* **Data shown**:
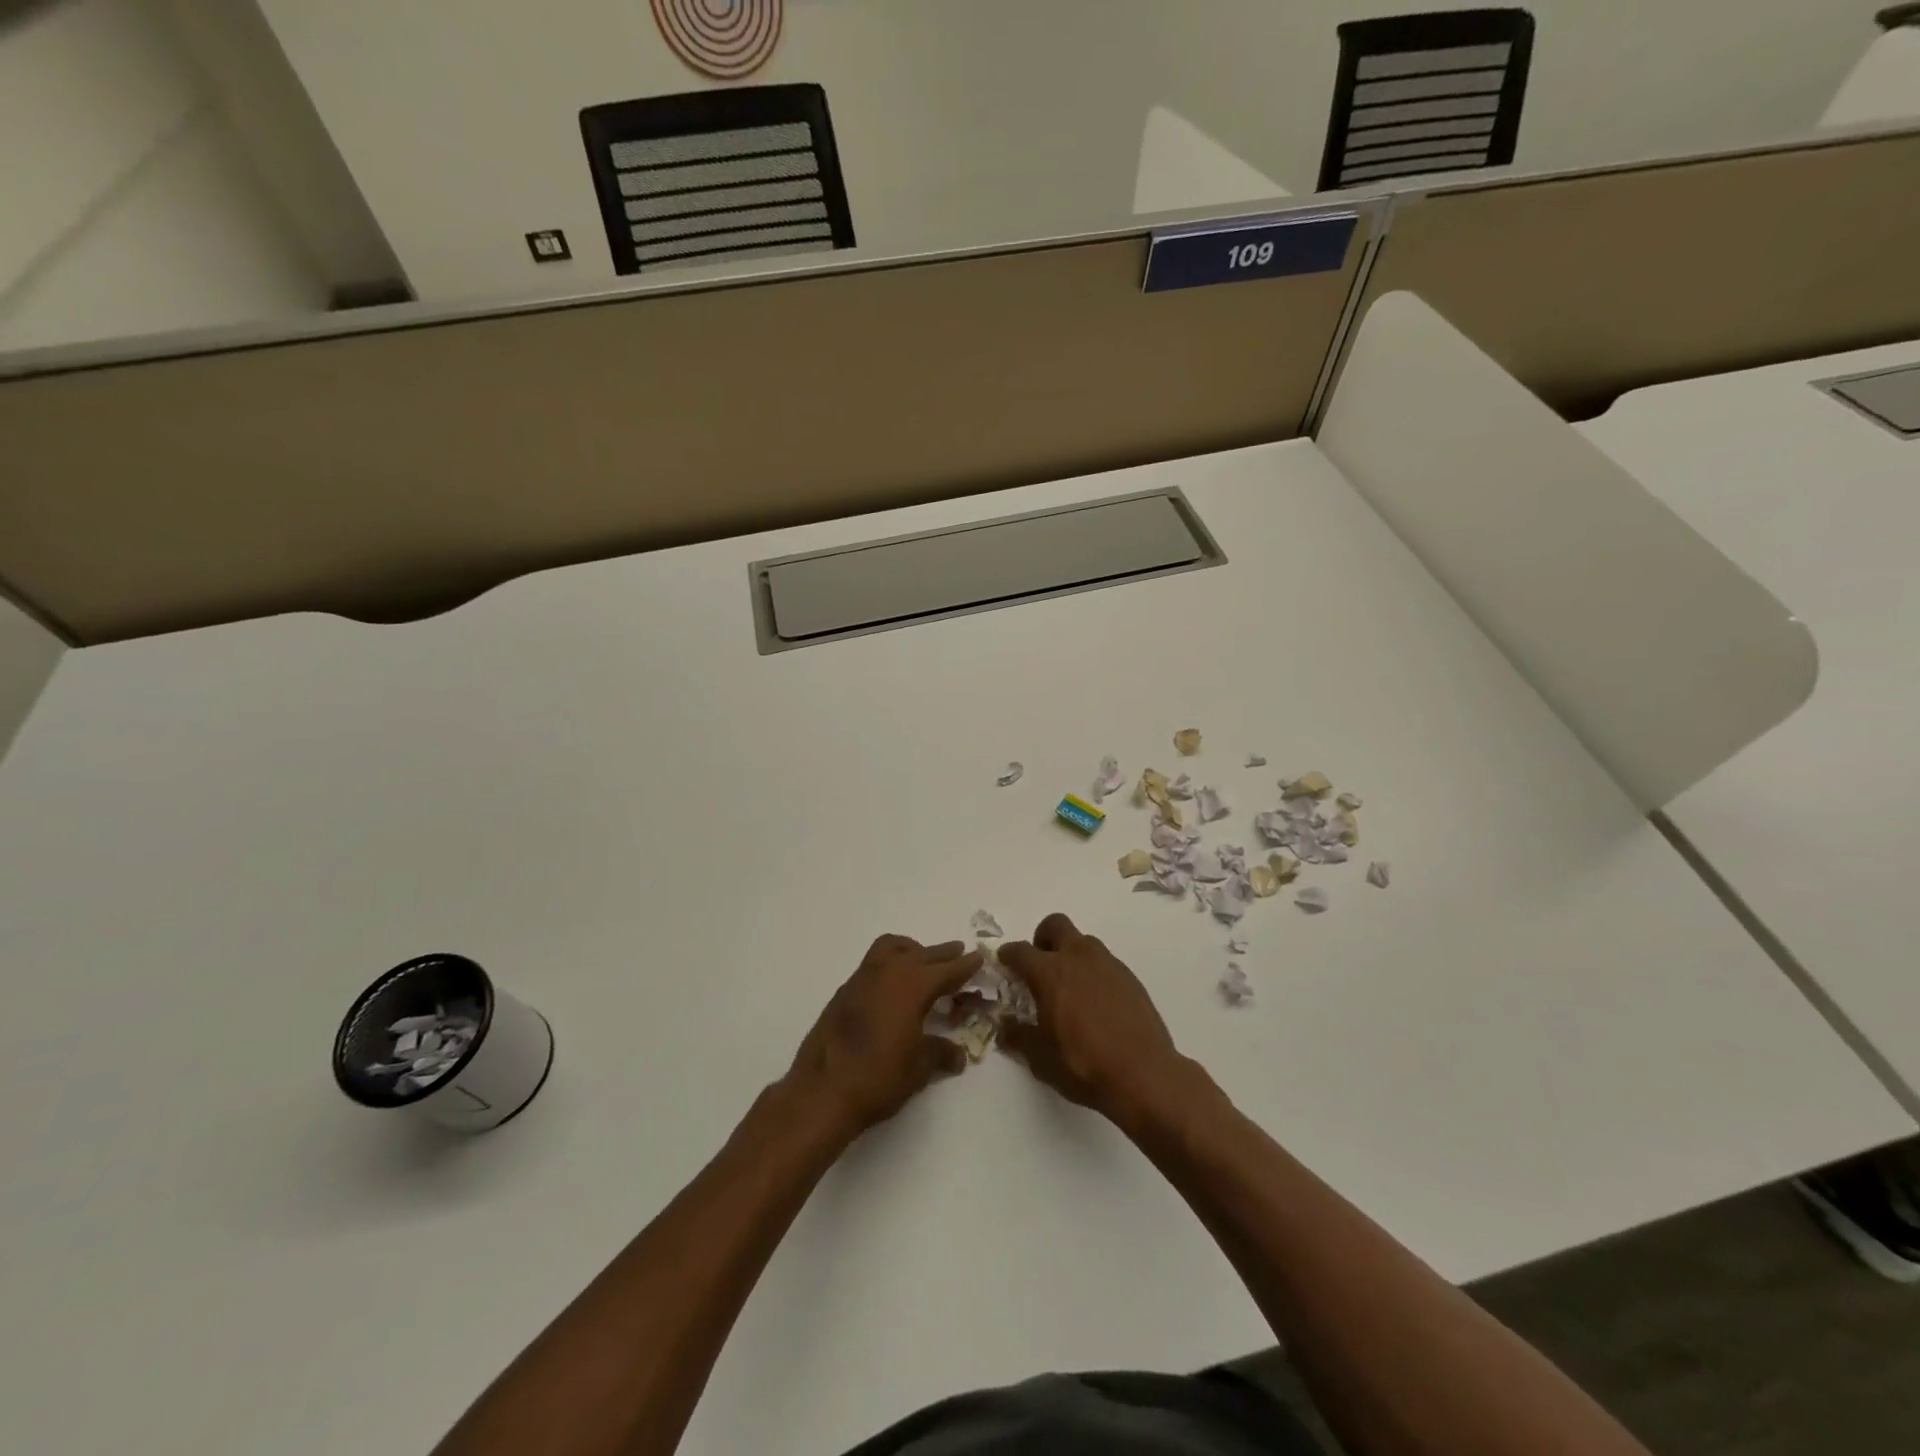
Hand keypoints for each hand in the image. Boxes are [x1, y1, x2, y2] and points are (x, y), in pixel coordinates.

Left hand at [784, 934, 982, 1136]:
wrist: (822, 1090)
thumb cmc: (878, 1077)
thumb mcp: (918, 1068)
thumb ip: (940, 1053)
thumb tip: (958, 1055)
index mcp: (912, 985)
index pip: (946, 970)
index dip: (964, 965)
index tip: (978, 957)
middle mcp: (887, 972)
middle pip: (921, 954)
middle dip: (942, 954)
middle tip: (958, 954)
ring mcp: (862, 978)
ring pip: (892, 948)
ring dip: (912, 950)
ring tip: (924, 962)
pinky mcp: (844, 991)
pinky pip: (874, 963)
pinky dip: (891, 963)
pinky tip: (894, 987)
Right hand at [998, 913, 1192, 1127]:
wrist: (1144, 1075)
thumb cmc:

* **Directions for this task**:
Using the records above, please repeat the line with "index dip: (964, 965)" and every line after it exactly, and give no other text.

* **Solution for this exercise**:
index dip: (964, 965)
index tip: (978, 957)
middle mcp: (887, 972)
middle pip: (921, 954)
middle dip: (942, 954)
middle tip: (958, 954)
ring mcp: (862, 978)
ring pip: (892, 948)
ring dip: (912, 950)
ring tip: (924, 962)
pinky mcp: (844, 991)
pinky pip: (874, 963)
pinky dip: (891, 963)
pinky tip: (894, 987)
Right hand at [998, 913, 1192, 1127]:
wrist: (1144, 1075)
thumb cmc:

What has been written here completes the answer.